RIYADH SUMMIT | G20 Determined To Use All Tools To Contain Pandemic, Save Jobs, Incomes

?Virtual family photo? of the G20 leaders on the walls of Salwa palace, the UNESCO-listed historical heritage site, at Ad-Diriyah

G20 nations are determined to continue doing everything possible to contain the COVID-19 pandemic, warning in a draft communique that the global economic recovery remains ‘uneven, highly uncertain, and subject to elevated downside risks’.

Bringing the pandemic under the control is the key to supporting a global economic recovery, the G20 leaders said in the draft, excerpts of which were seen by Reuters.

A final joint statement will be released by leaders from the United States, China and other Group of 20 nations after they meet by video conference on Saturday.

In the draft, the leaders noted the coronavirus crisis had hit the most vulnerable in society hardest, and said some countries may need debt relief beyond a temporary moratorium on official debt payments now slated to end in June 2021.

G20 leaders said they would decide next spring whether to extend the freeze, the Debt Service Suspension Initiative, for another six months, and endorsed a common framework for debt restructuring hammered out with Paris Club of official creditors.

‘We are determined to use all available policy tools as long as required to safeguard people’s lives, jobs and incomes, support the global economic recovery and enhance the resilience of the financial system, while safeguarding against downside risk’, the statement said.

TRANSPARENCY

The daft said both borrowers and creditors should be more transparent about official and private debt, and urged private sector creditors to take part in the G20 debt relief effort.
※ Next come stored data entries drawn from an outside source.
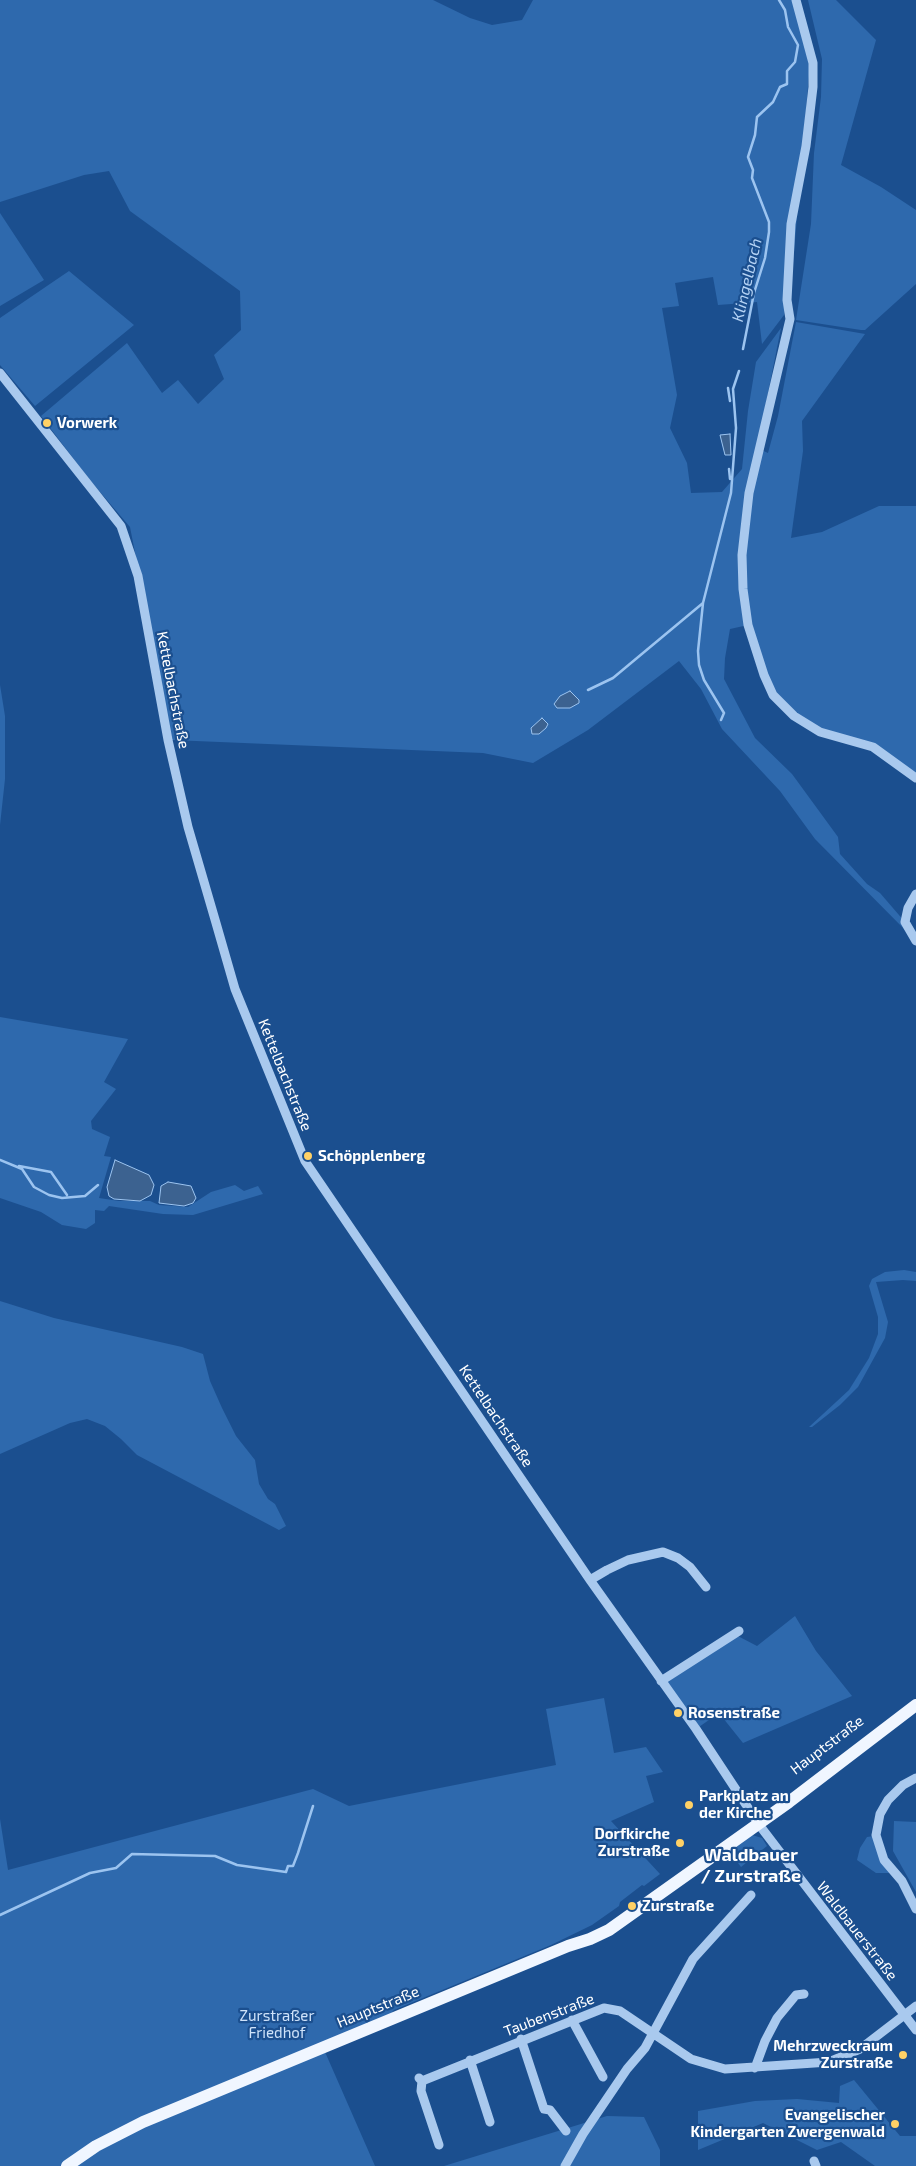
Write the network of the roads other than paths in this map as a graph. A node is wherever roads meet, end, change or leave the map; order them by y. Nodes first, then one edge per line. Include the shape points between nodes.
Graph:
1 (796, 0) edge
2 (0, 373) edge
3 (916, 778) edge
4 (916, 894) edge
5 (916, 941) edge
6 (590, 1580) junction
7 (706, 1587) dead end
8 (739, 1630) dead end
9 (661, 1682) junction
10 (913, 1707) edge
11 (916, 1778) edge
12 (757, 1821) junction
13 (751, 1895) dead end
14 (916, 1909) edge
15 (804, 1994) dead end
16 (916, 2006) edge
17 (905, 2015) junction
18 (572, 2020) junction
19 (916, 2030) edge
20 (653, 2033) junction
21 (521, 2039) junction
22 (470, 2060) junction
23 (755, 2068) junction
24 (603, 2077) dead end
25 (490, 2122) dead end
26 (566, 2131) dead end
27 (439, 2145) dead end
28 (67, 2166) edge
29 (565, 2166) edge

1 - 3 street via 813,62 813,87 791,224 787,300 790,319 749,493 742,554 744,598 764,675 773,694 794,716 820,732 873,747
2 - 6 street, Kettelbachstraße via 121,526 138,576 168,740 188,827 216,924 235,989 305,1161
4 - 5 street via 905,922
6 - 7 street via 628,1560 663,1552 690,1567
6 - 9 street, Kettelbachstraße
8 - 9 street
9 - 12 street, Kettelbachstraße
10 - 12 main road, Hauptstraße via 814,1783
10 - 12 main road, Hauptstraße via 837,1755
11 - 14 street via 903,1784 888,1800 880,1814 876,1835 884,1860 902,1881
12 - 17 street, Waldbauerstraße
12 - 28 main road, Hauptstraße via 609,1930 143,2122 96,2146
13 - 20 street via 692,1959
15 - 23 street via 796,1996 777,2018
16 - 17 street, Taubenstraße
17 - 19 street, Waldbauerstraße
17 - 23 street, Taubenstraße via 860,2049 836,2060
18 - 20 street, Taubenstraße via 604,2008 620,2011
18 - 21 street, Taubenstraße
18 - 24 street
20 - 23 street, Taubenstraße via 691,2059 725,2069
20 - 29 street via 583,2134
21 - 22 street, Taubenstraße
21 - 26 street via 544,2109 550,2110
22 - 25 street
22 - 27 street, Taubenstraße via 421,2079 421,2091

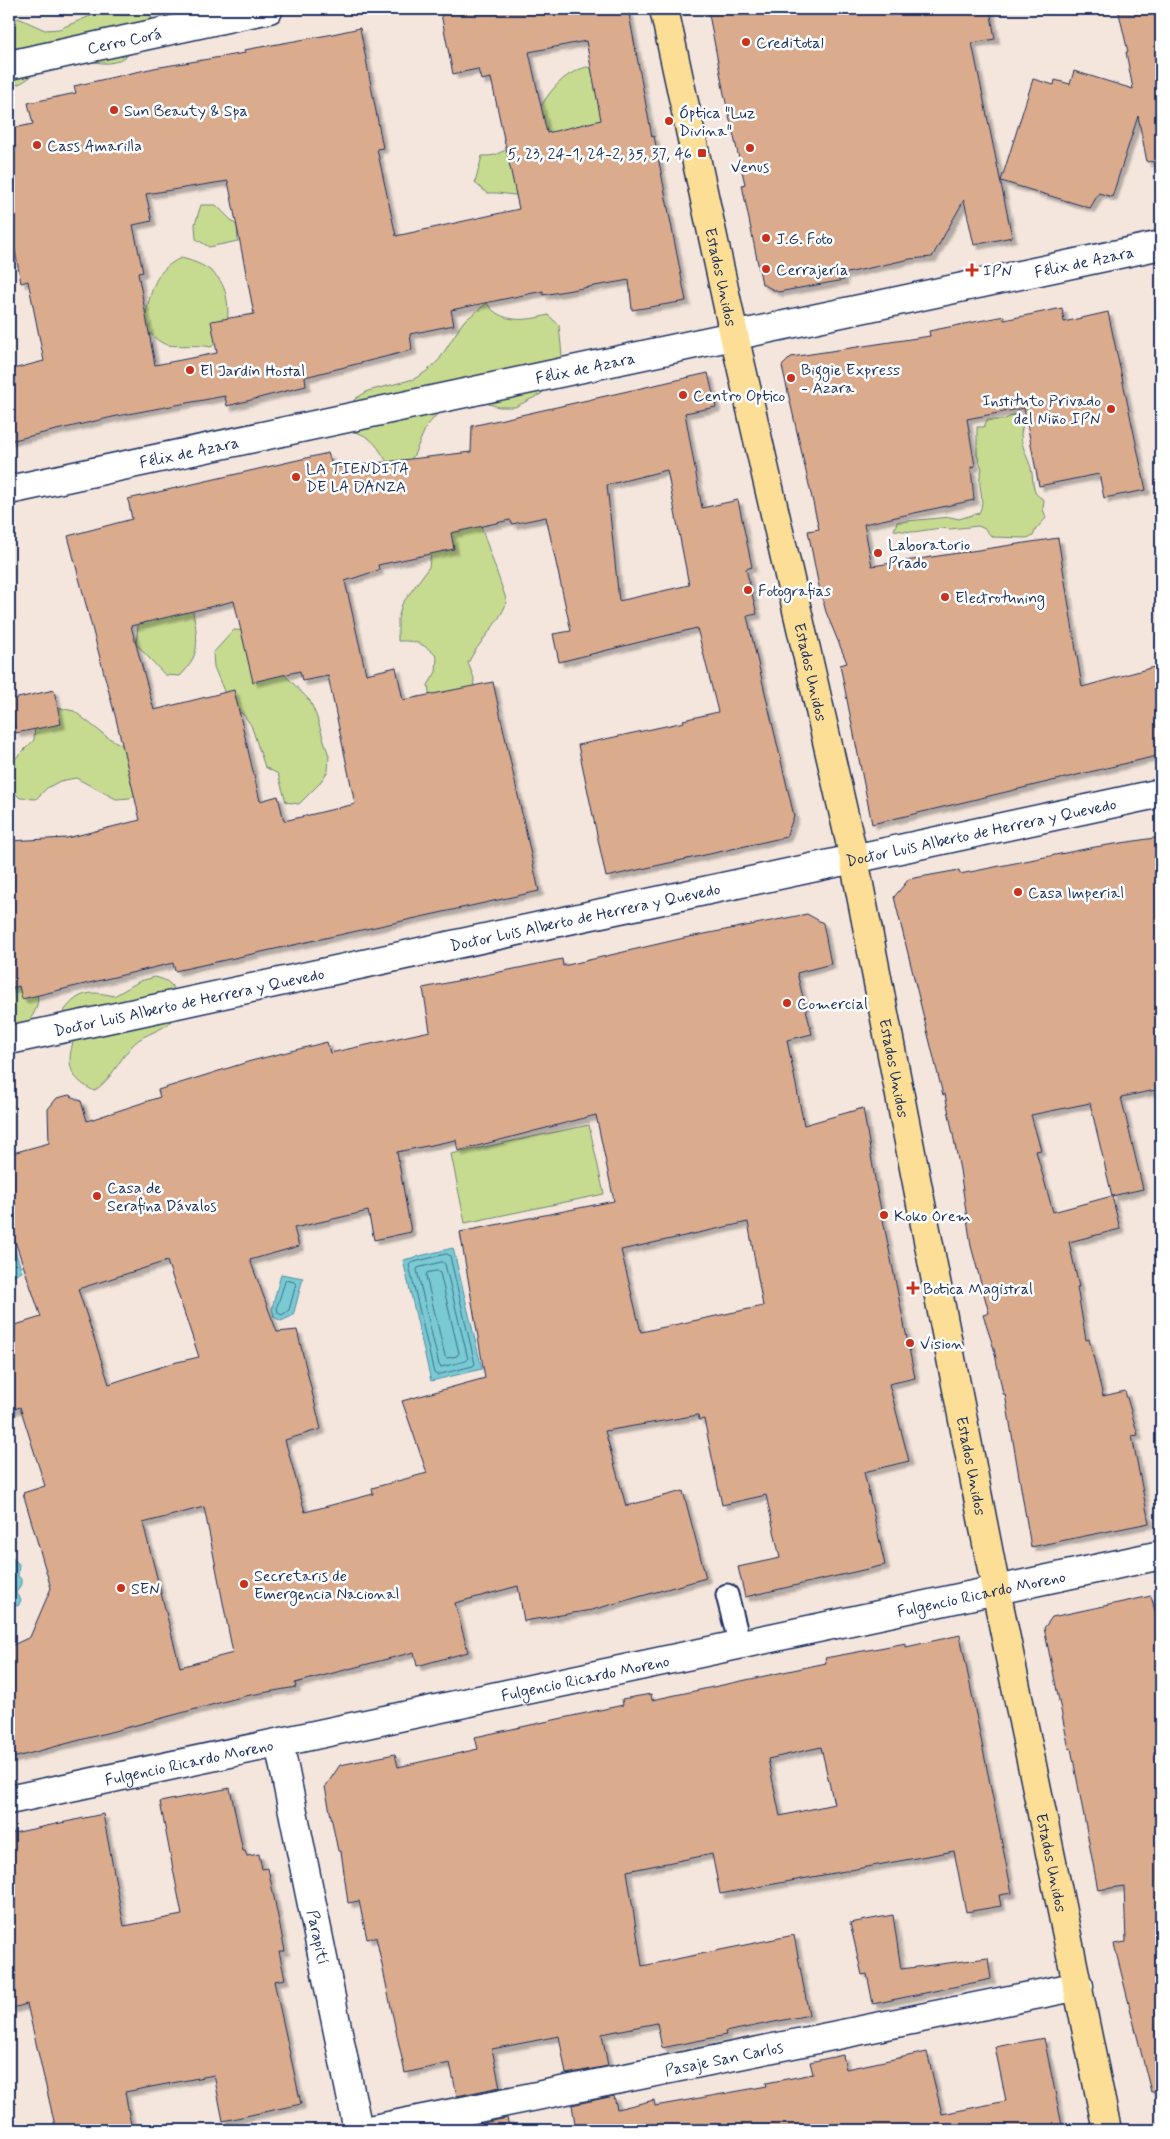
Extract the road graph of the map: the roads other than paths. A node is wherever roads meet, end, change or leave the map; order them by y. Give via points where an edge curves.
1 (269, 9) edge
2 (664, 9) edge
3 (9, 65) edge
4 (1161, 245) edge
5 (734, 335) junction
6 (9, 490) edge
7 (1161, 793) edge
8 (854, 859) junction
9 (9, 1040) edge
10 (1161, 1555) edge
11 (996, 1590) junction
12 (727, 1595) dead end
13 (740, 1645) junction
14 (279, 1743) junction
15 (9, 1800) edge
16 (1078, 1986) junction
17 (358, 2130) edge
18 (369, 2130) edge
19 (1108, 2130) edge

1 - 3 street, Cerro Corá
2 - 5 main road, Estados Unidos
4 - 5 street, Félix de Azara
5 - 6 street, Félix de Azara
5 - 8 main road, Estados Unidos
7 - 8 street, Doctor Luis Alberto de Herrera y Quevedo
8 - 9 street, Doctor Luis Alberto de Herrera y Quevedo
8 - 11 main road, Estados Unidos
10 - 11 street, Fulgencio Ricardo Moreno
11 - 13 street, Fulgencio Ricardo Moreno
11 - 16 main road, Estados Unidos
12 - 13 lane
13 - 14 street, Fulgencio Ricardo Moreno
14 - 15 street, Fulgencio Ricardo Moreno
14 - 17 street, Parapití
16 - 18 street, Pasaje San Carlos
16 - 19 main road, Estados Unidos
World Bank President David Malpass told G20 financial officials on Friday some countries may need legislative changes to push private sector creditors to get involved. ‘Given the severity of the crisis, we must move forward now with debt relief processes’, he said.

The draft communique also expressed support for a push by the International Monetary Fund to explore additional tools to address countries’ needs as the crisis evolved, and to address the ‘particular challenges faced by small developing states’.

That could be good news for certain middle-income countries that have been hard by the pandemic, a collapse in tourism, and in some cases, lower commodity prices.

The U.S. Treasury Department last week said it was open to extending the G20 common framework to include middle-income countries and small island state, but the view was not shared by all G20 members.